Wednesday, March 18, 2009

I try to keep this blog light. Sometimes it's cynical, sarcastic, biting, boring, random, self-indulgent or just plain dumb. But something happened today that I can't seem to let go of and I feel like I need to share it. I recently started reading the Fat Cyclist blog. It is a good read - funny, well written, timely, but also tinged with a little sadness as his wife, Susan has been battling breast cancer. Today's post had a link to a video on Lance Armstrong's LivestrongChallenge.org site - "If you could challenge cancer, what would you say?" I didn't watch the video and I could only read part of Fatty's post. I sat in a coffee shop with tears in my eyes, swallowing hard, looking out the window.

Here is what I would say to cancer:

Cancer, you should be ashamed of yourself. You are a god-damned dirty thief! Breast cancer took my friend's mom. You stole her beauty and humor. You stole her love for her family and friends.

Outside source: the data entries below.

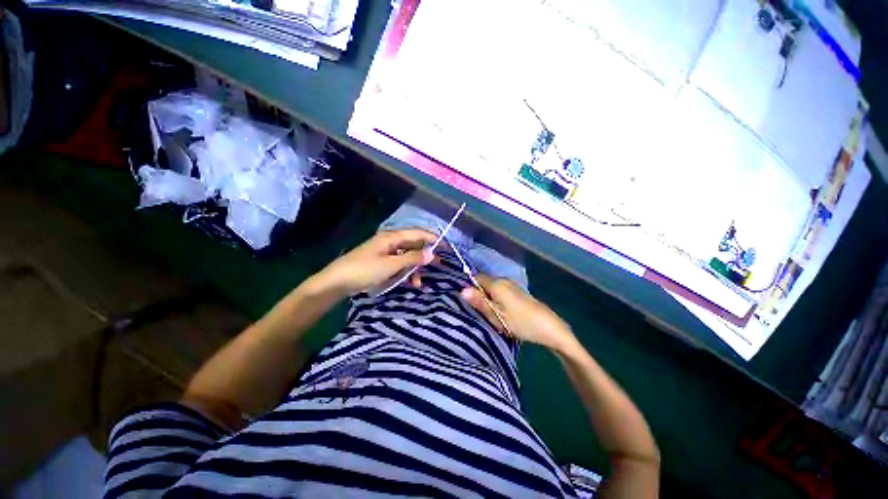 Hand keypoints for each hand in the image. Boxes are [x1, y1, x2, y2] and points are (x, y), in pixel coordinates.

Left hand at [309, 229, 436, 297]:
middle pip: (413, 244)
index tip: (446, 247)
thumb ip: (412, 259)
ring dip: (414, 267)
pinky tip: (408, 282)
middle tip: (438, 265)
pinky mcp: (381, 262)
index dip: (433, 239)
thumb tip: (431, 253)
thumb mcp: (391, 265)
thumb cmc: (364, 270)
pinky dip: (405, 272)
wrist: (336, 282)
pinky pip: (398, 264)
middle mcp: (390, 241)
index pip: (418, 233)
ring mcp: (385, 252)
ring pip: (406, 256)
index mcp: (392, 237)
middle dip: (425, 255)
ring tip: (419, 283)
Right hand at [461, 275, 576, 351]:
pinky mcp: (518, 292)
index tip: (469, 303)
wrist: (550, 328)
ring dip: (489, 299)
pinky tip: (501, 313)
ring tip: (490, 315)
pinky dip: (497, 300)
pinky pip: (500, 292)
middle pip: (484, 283)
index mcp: (497, 284)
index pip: (476, 278)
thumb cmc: (521, 323)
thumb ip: (480, 302)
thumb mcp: (497, 316)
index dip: (470, 288)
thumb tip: (462, 290)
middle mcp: (504, 280)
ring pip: (492, 288)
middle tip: (480, 313)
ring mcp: (512, 285)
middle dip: (480, 295) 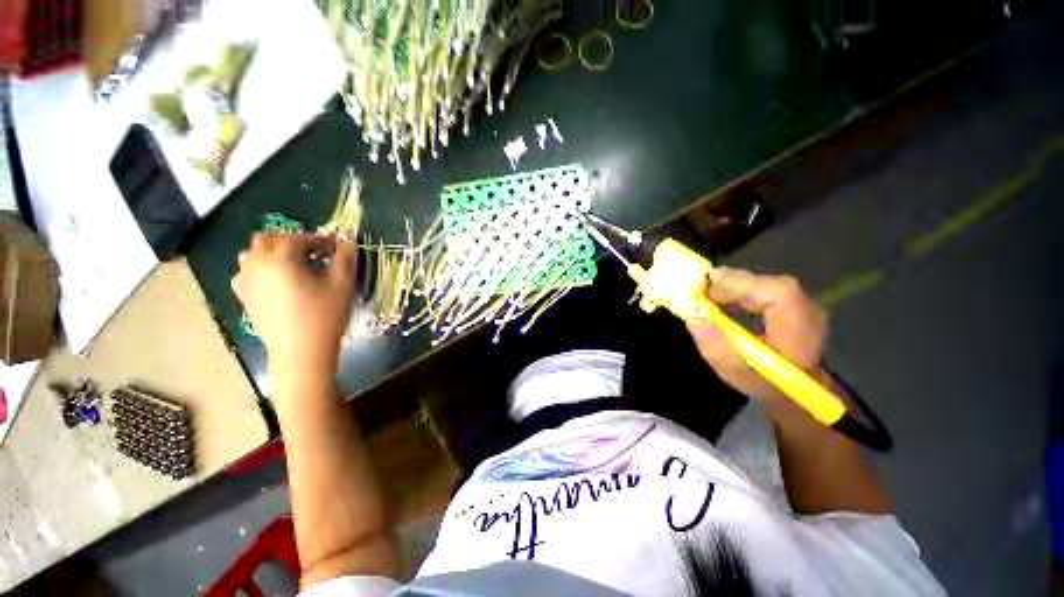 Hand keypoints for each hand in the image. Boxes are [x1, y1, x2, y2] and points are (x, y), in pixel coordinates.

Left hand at [231, 233, 356, 375]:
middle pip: (266, 239)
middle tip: (313, 254)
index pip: (298, 238)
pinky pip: (247, 274)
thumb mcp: (342, 285)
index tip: (335, 250)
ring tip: (294, 266)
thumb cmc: (324, 315)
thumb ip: (345, 259)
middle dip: (290, 241)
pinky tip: (278, 283)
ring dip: (272, 253)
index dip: (319, 241)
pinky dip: (261, 270)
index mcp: (280, 258)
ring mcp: (246, 282)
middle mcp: (257, 265)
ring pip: (252, 255)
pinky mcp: (245, 298)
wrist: (301, 351)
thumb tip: (348, 242)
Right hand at [686, 267, 828, 404]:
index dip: (744, 282)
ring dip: (735, 287)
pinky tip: (724, 299)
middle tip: (701, 290)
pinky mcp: (795, 304)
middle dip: (733, 284)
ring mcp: (804, 306)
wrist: (795, 389)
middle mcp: (809, 314)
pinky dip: (743, 291)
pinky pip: (767, 289)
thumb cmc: (763, 382)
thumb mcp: (734, 372)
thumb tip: (694, 318)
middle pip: (771, 286)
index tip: (710, 278)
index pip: (780, 294)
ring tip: (708, 295)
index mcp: (799, 333)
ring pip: (768, 285)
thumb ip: (715, 347) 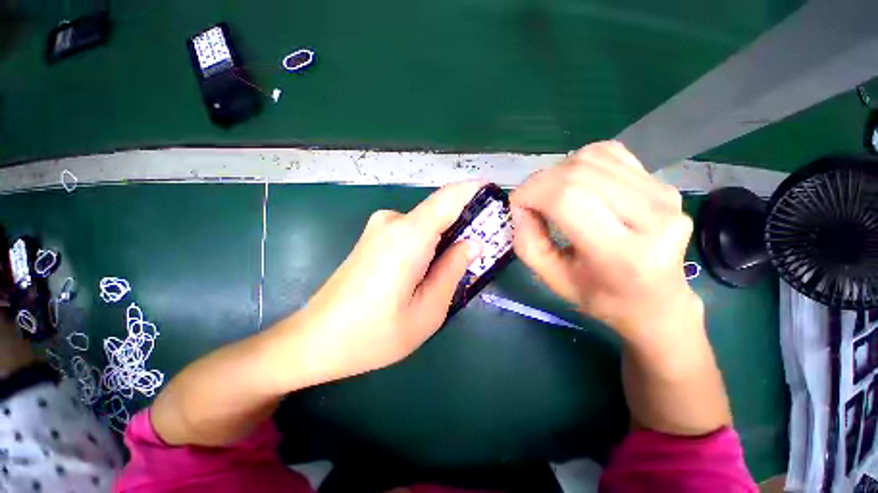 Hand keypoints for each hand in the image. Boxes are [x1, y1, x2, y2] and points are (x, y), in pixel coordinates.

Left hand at [295, 182, 482, 380]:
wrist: (315, 340)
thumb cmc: (373, 335)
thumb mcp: (427, 311)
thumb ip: (453, 270)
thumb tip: (473, 242)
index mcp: (408, 236)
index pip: (450, 197)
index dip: (476, 191)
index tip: (498, 197)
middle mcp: (393, 221)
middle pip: (440, 211)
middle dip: (466, 224)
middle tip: (485, 249)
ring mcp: (379, 227)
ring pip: (427, 224)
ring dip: (447, 238)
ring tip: (457, 269)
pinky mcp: (374, 238)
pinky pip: (412, 232)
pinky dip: (430, 243)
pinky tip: (430, 270)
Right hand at [510, 141, 700, 348]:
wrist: (655, 300)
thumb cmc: (600, 296)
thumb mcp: (552, 279)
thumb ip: (527, 243)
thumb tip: (520, 207)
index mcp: (621, 254)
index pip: (567, 200)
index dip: (531, 193)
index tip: (517, 206)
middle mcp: (651, 218)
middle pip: (578, 174)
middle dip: (539, 182)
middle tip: (529, 201)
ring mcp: (662, 195)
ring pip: (591, 158)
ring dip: (557, 172)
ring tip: (552, 195)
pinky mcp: (662, 183)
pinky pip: (609, 154)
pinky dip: (580, 163)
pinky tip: (576, 185) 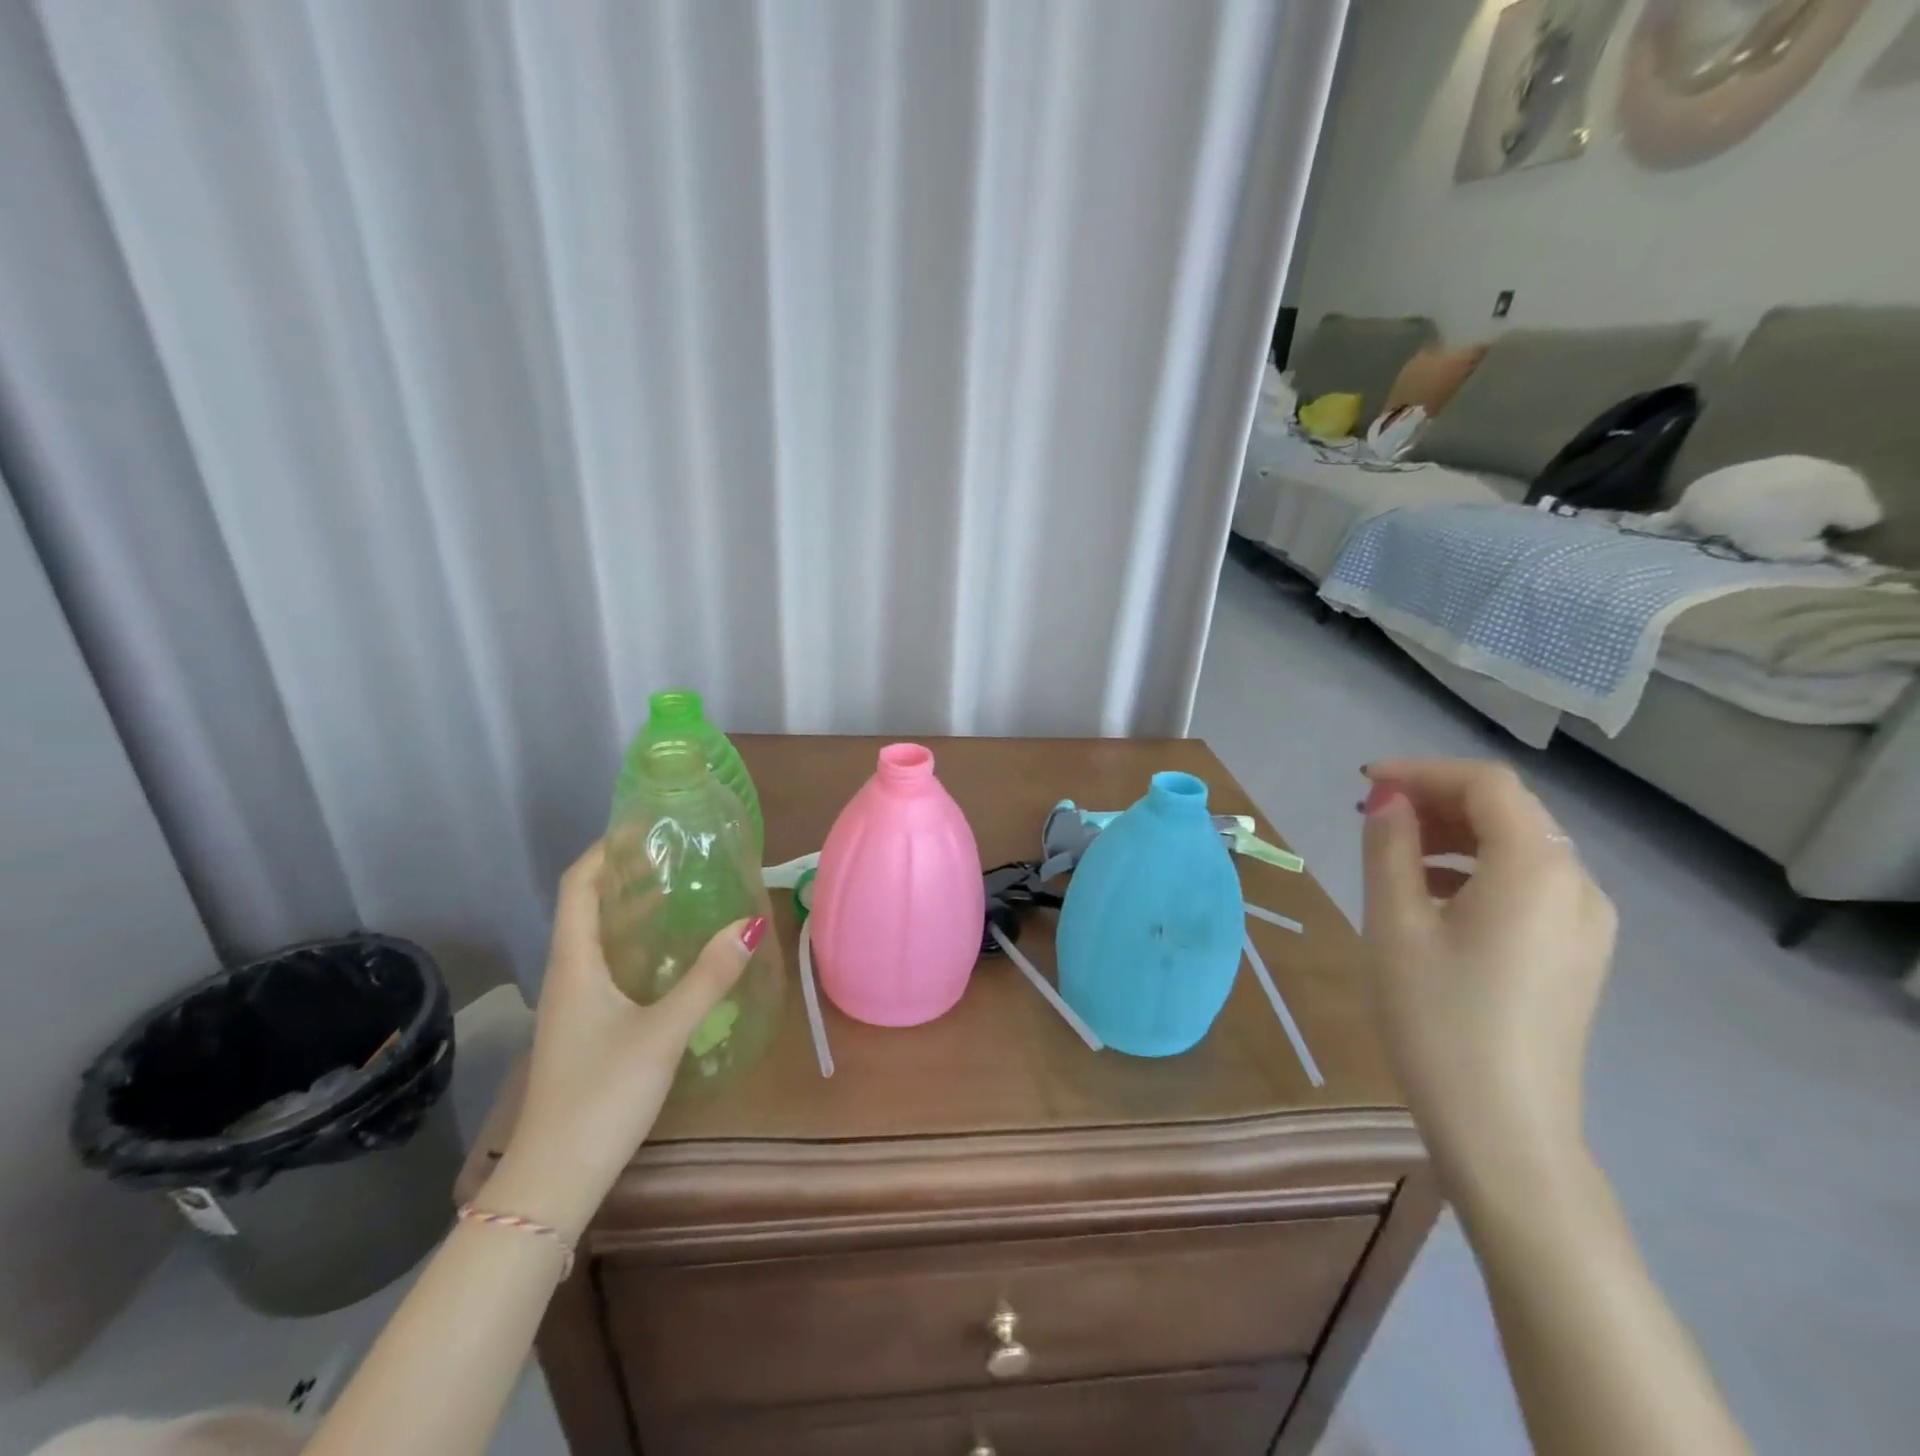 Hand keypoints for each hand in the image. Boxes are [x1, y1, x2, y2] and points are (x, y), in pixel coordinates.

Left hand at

You stole my friend's happiness and his father's best friend and soul mate. 

Right now you are stealing from another friend of mine. Her dad is fighting prostate cancer for the second time. He is a grandfather and you are stealing his time with his grandkids, his wife and his kids. You have stolen his optimism, his positive outlook, his energy and vitality. "So what?", you say, "You barely know those people." That may be true, but I know what they feel because you stole from me, you bastard! 

You took my father! Ten years ago he died from prostate cancer. You stole his love from me, my mom, my sister and my wife. You stole his Ole & Lena jokes, his pride in being left-handed and his insistence on making everyone smile. You stole the advice he never had a chance to give me. And you never even let him meet my kids or my niece. They will never know the special, quirky, deeply loving grandfather he was destined to be. 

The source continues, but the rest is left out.